Proposta de Coronel Fabrício visa proibir verba para eventos com “apologia ao crime”

CMCI

A Câmara de Cachoeiro de Itapemirim, no sul do Estado, aprovou, nessa terça-feira (13), o projeto de lei substitutivo nº 2/2025, que visa proibir a utilização de dinheiro público em apresentações ou eventos que “façam apologia ao crime organizado”. A proposta, de autoria do vereador bolsonarista Coronel Fabrício (PL) tem o mesmo teor dos “projetos de lei Anti-Oruam” apresentados em diversos outros lugares do Espírito Santo e do Brasil.

Entretanto, organizações de defesa de Diretos Humanos e da juventude de Cachoeiro consideram que o projeto tem o único objetivo de criminalizar jovens negros de periferia. Nessa quinta-feira (15), o coletivo Não Só Mais um Silva fez uma postagem nas redes sociais sobre o tema.

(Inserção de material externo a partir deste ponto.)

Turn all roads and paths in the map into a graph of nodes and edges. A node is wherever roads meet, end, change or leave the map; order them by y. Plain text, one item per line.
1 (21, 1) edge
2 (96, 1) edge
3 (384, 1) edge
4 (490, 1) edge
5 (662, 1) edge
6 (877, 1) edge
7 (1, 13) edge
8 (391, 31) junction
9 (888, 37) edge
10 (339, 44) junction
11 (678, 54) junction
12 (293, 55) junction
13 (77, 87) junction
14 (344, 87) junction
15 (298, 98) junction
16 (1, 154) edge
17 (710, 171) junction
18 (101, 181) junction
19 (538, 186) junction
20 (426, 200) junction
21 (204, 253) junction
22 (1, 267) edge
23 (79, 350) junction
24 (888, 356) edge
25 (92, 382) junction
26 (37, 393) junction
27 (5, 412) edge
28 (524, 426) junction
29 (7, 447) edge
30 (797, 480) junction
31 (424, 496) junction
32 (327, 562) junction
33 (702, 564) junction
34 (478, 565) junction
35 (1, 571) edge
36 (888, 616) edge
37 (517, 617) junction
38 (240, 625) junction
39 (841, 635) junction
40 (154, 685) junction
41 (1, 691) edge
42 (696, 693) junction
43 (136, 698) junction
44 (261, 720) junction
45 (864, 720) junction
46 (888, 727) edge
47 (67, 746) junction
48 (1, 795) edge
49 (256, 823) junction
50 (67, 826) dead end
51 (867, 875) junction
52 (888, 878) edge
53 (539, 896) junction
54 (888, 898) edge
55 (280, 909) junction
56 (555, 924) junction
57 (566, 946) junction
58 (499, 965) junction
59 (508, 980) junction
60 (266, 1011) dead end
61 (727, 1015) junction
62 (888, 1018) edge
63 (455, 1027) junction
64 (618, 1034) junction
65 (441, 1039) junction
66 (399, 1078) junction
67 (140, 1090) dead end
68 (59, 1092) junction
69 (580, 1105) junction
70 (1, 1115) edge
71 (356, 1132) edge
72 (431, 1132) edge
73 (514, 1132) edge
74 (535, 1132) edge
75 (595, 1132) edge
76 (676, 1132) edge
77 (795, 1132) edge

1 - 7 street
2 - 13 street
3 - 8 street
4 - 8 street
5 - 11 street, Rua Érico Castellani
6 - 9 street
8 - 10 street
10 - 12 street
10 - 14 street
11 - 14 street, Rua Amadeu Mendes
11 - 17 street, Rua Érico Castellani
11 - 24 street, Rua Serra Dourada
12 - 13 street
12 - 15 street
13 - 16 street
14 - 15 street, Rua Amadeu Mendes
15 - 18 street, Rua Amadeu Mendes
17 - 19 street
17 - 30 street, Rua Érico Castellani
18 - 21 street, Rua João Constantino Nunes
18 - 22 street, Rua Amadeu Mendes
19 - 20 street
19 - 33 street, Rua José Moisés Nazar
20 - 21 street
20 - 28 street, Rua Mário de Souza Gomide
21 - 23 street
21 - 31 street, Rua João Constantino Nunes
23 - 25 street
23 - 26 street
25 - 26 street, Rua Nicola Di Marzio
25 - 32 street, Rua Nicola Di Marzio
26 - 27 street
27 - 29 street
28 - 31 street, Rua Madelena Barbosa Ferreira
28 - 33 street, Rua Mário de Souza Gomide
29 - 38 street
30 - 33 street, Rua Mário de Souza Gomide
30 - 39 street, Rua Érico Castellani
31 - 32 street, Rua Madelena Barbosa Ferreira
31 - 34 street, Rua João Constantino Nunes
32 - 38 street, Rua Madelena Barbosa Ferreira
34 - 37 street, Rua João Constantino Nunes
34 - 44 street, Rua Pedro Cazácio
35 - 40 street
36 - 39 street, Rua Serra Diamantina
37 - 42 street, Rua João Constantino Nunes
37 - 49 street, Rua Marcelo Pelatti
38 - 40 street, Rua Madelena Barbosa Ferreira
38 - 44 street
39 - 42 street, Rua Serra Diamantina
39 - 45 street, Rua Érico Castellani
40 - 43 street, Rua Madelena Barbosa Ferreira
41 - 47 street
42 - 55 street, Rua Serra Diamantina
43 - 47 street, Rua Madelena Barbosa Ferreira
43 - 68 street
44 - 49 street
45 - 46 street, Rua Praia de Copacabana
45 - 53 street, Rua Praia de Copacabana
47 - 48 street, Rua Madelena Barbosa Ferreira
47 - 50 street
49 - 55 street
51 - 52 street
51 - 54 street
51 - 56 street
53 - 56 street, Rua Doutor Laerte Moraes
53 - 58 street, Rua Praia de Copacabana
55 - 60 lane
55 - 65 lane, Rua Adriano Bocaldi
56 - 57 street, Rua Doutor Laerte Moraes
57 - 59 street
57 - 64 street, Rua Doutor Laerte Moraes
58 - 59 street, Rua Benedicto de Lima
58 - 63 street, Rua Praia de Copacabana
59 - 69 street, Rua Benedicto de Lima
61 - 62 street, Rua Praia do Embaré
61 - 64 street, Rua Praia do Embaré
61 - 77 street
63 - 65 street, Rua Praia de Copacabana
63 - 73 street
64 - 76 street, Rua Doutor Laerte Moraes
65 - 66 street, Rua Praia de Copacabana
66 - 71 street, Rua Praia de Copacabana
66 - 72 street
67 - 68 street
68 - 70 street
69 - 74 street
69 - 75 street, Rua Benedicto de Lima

“Nós estamos do lado da juventude, da periferia, e da cultura que transforma. Não vamos aceitar que tentem calar quem usa a arte pra falar de realidade, de denúncia, de resistência. A cultura que vem da quebrada é legítima, é potente e merece ser financiada, sim! Se os senhores querem legislar sobre cultura, deveriam antes conhecer os espaços, ouvir quem está na base, ver o impacto social que projetos culturais têm na vida de jovens e crianças. O nome disso é criminalização da cultura periférica – e a gente sabe muito bem quem vai ser prejudicado com isso. E não vamos nos calar”, escreveu o coletivo.

A reação do Não Só Mais um Silva se deu após uma postagem no Instagram da Câmara, anunciando a aprovação do projeto. A publicação apresentava uma imagem do rapper Oruam – que tem sido usado pela extrema direita como exemplo de artista que faz “apologia ao crime” – com um sinal de nulo em vermelho. Após a repercussão negativa, a Câmara apagou a publicação e fez uma “repostagem” sem a foto do cantor.

“Errata: arquivamos a publicação anterior sobre o tema porque reconhecemos nossa falha na escolha da imagem do rapper Oruam para ilustrar o post. Reafirmamos o compromisso da Câmara em ser um espaço acessível e inclusivo, comprometido com a luta antirracista”, escreveu.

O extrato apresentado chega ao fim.